StreamingdiSara Mazzoni,5 Aprile 2018
Wild Wild Country, nella setta di Osho – Recensione
La docu-serie Netflix sulla storia del guru e della sua comunità in America
Wild Wild Country dei fratelli Chapman e Maclain Way è una docu-serie originale Netflix, prodotta da altri due fratelli, Mark e Jay Duplass. Se state pensando che un documentario in 6 puntate possa essere noioso, vi sbagliate: Wild Wild Country tiene col fiato sospeso dall’inizio alla fine, crescendo di minuto in minuto. La storia che racconta è quella del movimento religioso dei Rajneeshee e del loro guru Osho, più noto dalle nostre parti per i meme a lui dedicati che per la sua dottrina.
I fratelli Way raccontano questa storia come un thriller psicologico, sfruttando l’abbondanza di materiale di repertorio prodotto a suo tempo dalla setta e dai media americani. I filmati originali sono intervallati dalle interviste che i documentaristi hanno condotto con i personaggi chiave ancora vivi e dalle suggestive panoramiche dei luoghi in cui la vicenda si è svolta. Vediamo queste terre selvagge nella contea di Wasco, Oregon, e le strade di Antelope, il villaggio nel quale la comunità dei Rajneeshee emigra nel 1981.
I fratelli Way non sono interessati a raccontarci la dottrina di Osho, all’epoca ancora chiamato Bhagwan, quanto l’ascesa e la caduta della sua comunità in Oregon. Si potrebbe dire che i Rajneeshee stessero vivendo il loro sogno americano e che lo facessero come veri e propri colonizzatori utopisti. È qui che la storia inizia a volare: dall’India, comprano un terreno vicino ad Antelope e lo trasformano in Rajneeshpuram, la cittadella che fondano e costruiscono con le loro mani, arrivando a controllare politicamente Antelope.

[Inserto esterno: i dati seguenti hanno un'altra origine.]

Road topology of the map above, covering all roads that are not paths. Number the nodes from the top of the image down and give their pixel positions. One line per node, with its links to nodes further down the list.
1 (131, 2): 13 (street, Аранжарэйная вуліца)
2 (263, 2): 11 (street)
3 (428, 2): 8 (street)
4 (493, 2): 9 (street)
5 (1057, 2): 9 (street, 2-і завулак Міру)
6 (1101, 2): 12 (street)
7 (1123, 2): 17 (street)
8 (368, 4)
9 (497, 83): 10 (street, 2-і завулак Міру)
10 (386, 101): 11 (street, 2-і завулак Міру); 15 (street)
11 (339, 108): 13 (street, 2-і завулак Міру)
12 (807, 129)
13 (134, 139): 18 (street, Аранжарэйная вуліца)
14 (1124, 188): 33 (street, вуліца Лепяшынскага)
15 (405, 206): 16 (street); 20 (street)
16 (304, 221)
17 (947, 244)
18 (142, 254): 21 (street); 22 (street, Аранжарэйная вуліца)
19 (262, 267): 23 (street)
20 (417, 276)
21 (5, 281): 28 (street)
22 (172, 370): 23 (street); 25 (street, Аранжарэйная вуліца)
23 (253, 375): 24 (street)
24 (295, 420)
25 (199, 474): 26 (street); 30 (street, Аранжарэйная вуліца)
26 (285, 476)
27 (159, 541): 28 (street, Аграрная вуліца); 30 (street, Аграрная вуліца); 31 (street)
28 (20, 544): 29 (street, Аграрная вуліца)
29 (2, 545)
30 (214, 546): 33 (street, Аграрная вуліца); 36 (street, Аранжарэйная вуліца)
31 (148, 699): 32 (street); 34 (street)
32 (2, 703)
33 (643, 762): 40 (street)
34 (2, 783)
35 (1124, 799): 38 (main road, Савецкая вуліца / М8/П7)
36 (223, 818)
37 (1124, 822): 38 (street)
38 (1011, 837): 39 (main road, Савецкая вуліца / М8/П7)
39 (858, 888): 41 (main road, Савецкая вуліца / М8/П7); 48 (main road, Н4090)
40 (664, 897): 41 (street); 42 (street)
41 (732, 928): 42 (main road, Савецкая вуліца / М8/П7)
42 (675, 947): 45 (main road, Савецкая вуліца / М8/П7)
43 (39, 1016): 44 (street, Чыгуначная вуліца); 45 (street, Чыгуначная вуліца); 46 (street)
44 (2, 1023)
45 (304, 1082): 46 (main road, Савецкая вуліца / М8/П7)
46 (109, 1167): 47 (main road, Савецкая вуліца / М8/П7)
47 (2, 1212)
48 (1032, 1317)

Sembra l’inizio di una sit-com, coi bianchi cowboy reazionari che devono imparare a convivere assieme a un’orda di hippy che praticano l’amore libero per le strade della città. Ma non è una commedia, l’utopia dei Rajneeshee diventa presto una distopia mentre l’amore libero si accompagna agli AK-47 sventolati in risposta alle minacce degli indigeni armati di fucile. Non una sit-com, allora, sembra piuttosto un romanzo di Philip Dick, uno di quelli in cui si mischiano nuove religioni e fantapolitica.

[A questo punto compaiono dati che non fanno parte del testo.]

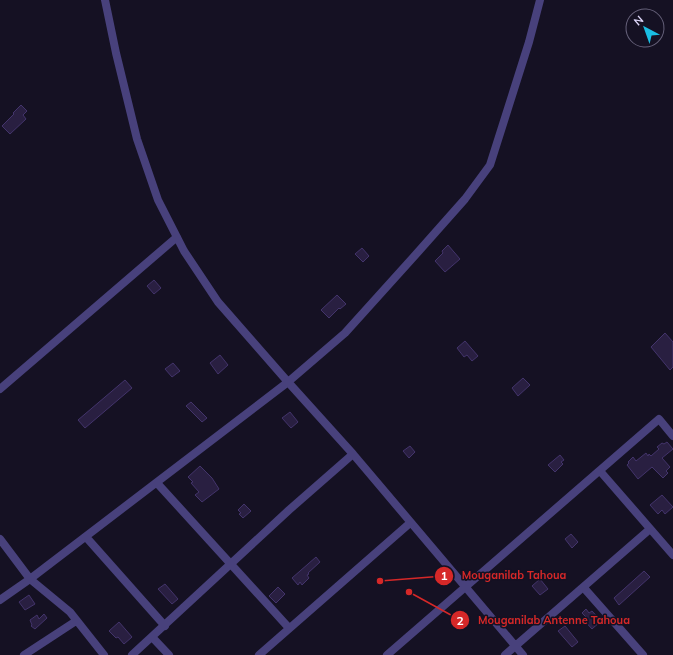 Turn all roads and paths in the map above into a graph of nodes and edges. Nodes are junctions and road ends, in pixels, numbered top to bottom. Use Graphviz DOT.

In una storia che parte dalla costruzione di una nuova città e arriva fino al terrorismo batteriologico, non mancano le svolte imprevedibili. Ma l’informazione più importante contenuta in Wild Wild Country, quella attorno a cui ruotano 400 minuti di documentario, è che il vero capo dei Rajneeshee non è Bhagwan (Osho), ma una donna, Ma Anand Sheela. Bhagwan è il santone, l’uomo immagine; ma è Sheela a guidare la comunità, è lei a mettere in piedi Rajneeshpuram con la forza della sua determinazione sempre in bilico sulla follia, da brava visionaria.
È Sheela la vera protagonista di Wild Wild Country: un personaggio potentissimo, un’antieroina carismatica, di quelle difficili da trovare nella fiction (sono ruoli che siamo più inclini ad accettare quando il personaggio è maschile, pensate a Don Draper e Walter White). Si esce dalla visione della serie innamorati di lei, ammirati e terrorizzati al tempo stesso.
Con Wild Wild Country, i fratelli Way hanno fatto un lavoro eccezionale sia con l’uso del materiale di repertorio, sia con la produzione di quello nuovo, districandosi tra la visione e il montaggio di 300 ore di filmati originali e 100 ore del loro stesso girato. Alla fine della prova, è evidente la loro profonda comprensione di ogni sfumatura di questa storia e la capacità di fornire chiavi di lettura multiple. Per lo spettatore non sarà facile prendere posizione su quanto visto, neanche dopo avere conosciuto gli aspetti più controversi della vicenda; ma una cosa è certa: Wild Wild Country è una serie straordinaria.